I have a question for fellow Canadians that recycle computer like I do. I do not have the time or facilities to process printed circuit boards as I am sure many of you dont.

My question is who do you sell them to? And how much are you getting? 

Does anyone deal with sims recycling in brampton? I had heard that when they were noranda recycling that noranda paid $1 per board. Problem with that is you need ALOT of boards to make it worth while.

Ebay seems to be pretty slim as of late. I am even having trouble selling some good stuff that usually goes pretty quick.

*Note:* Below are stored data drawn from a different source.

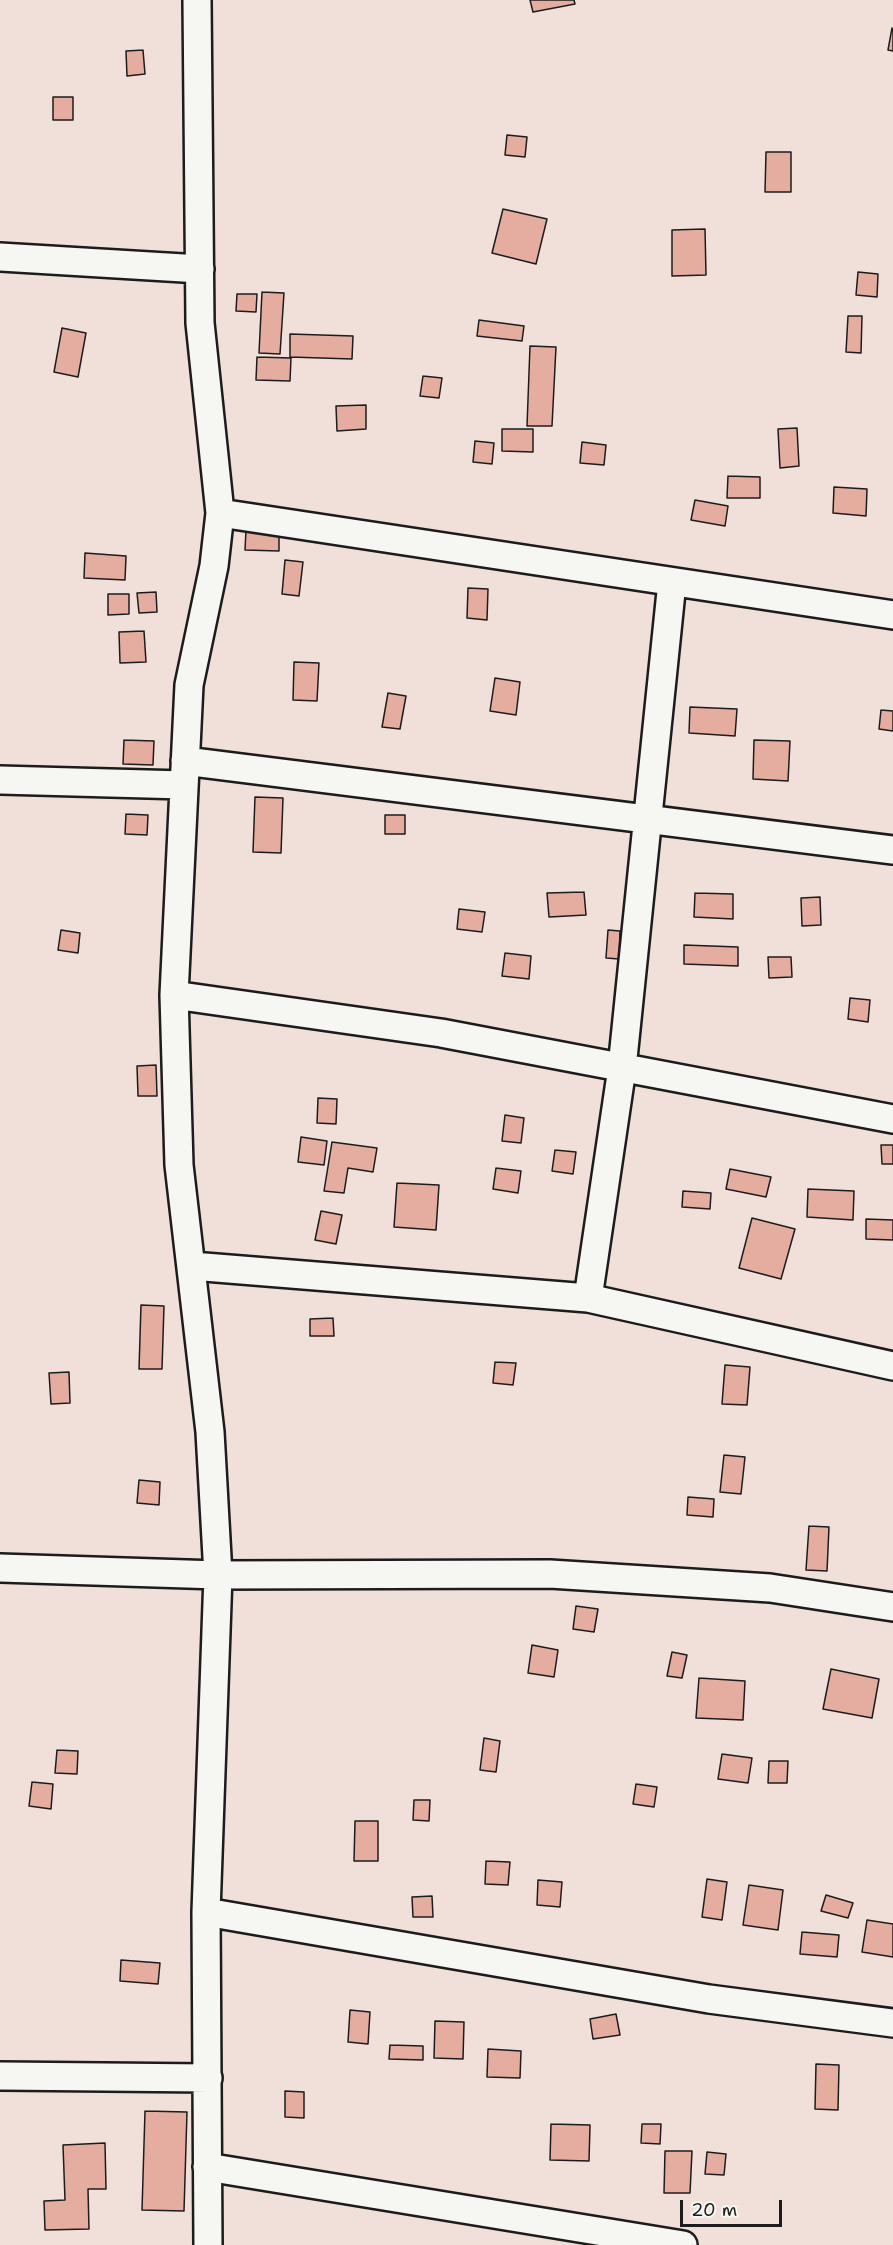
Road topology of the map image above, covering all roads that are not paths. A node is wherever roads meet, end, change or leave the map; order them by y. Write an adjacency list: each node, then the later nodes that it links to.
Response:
1 (197, 0): 3 (street)
2 (0, 257): 3 (street)
3 (200, 269): 4 (street)
4 (220, 513): 5 (street); 7 (street)
5 (672, 582): 6 (street); 9 (street)
6 (893, 615)
7 (184, 773): 8 (street); 9 (street); 11 (street)
8 (0, 780)
9 (649, 819): 10 (street); 12 (street)
10 (893, 850)
11 (174, 995): 12 (street); 14 (street)
12 (622, 1068): 13 (street); 15 (street)
13 (893, 1119)
14 (192, 1266): 15 (street); 18 (street)
15 (588, 1298): 16 (street)
16 (893, 1366)
17 (0, 1568): 18 (street)
18 (218, 1575): 19 (street); 20 (street)
19 (893, 1608)
20 (206, 1912): 21 (street); 23 (street)
21 (893, 2023)
22 (0, 2076): 23 (street)
23 (208, 2078): 24 (street)
24 (207, 2167): 25 (street); 26 (street)
25 (208, 2245)
26 (683, 2245)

Anyways I look forward to your responses.


----------



## Rag and Bone (Jun 18, 2008)

An outfit I used to work with sent their boards to a Canadian refiner. 
Can't remember the name...I'll get back to you if I remember.


----------



## loco (Jun 18, 2008)

yeah but I think they usually want a VERY large quanity...I remember one state side asks for 5,000 lbs of boards for them to process.


----------



## Rag and Bone (Jun 18, 2008)

If you approach a refiner with a half ton of nice, old boards I would be surprised if they turn you down. Finding a reliable refiner of e-scrap has been the most difficult part of the process for me. If somebody has a good outlet (in any country) SPEAK UP!!!


----------



## EDI Refining (Aug 26, 2008)

Whats your quanity ?

get back to me , via private message

thanks

Peter


----------



## Ignatz61 (Sep 2, 2008)

I have a contact if you want PM me and I will give you his name.
Small refiner, family business now on 3rd generation, very up front and honest. He has done it all his life, (used to have a scrap yard) now he is slowing down and only doing PRECIOUS METALS to keep busy and his mind sharp. Not motivated to screw anybody.
If anyone wants to contact him let me know


----------



## kdbarker (Sep 21, 2008)

IgnatZ61,
Is this contact that you spoke of in NY or some where in the northeast?


----------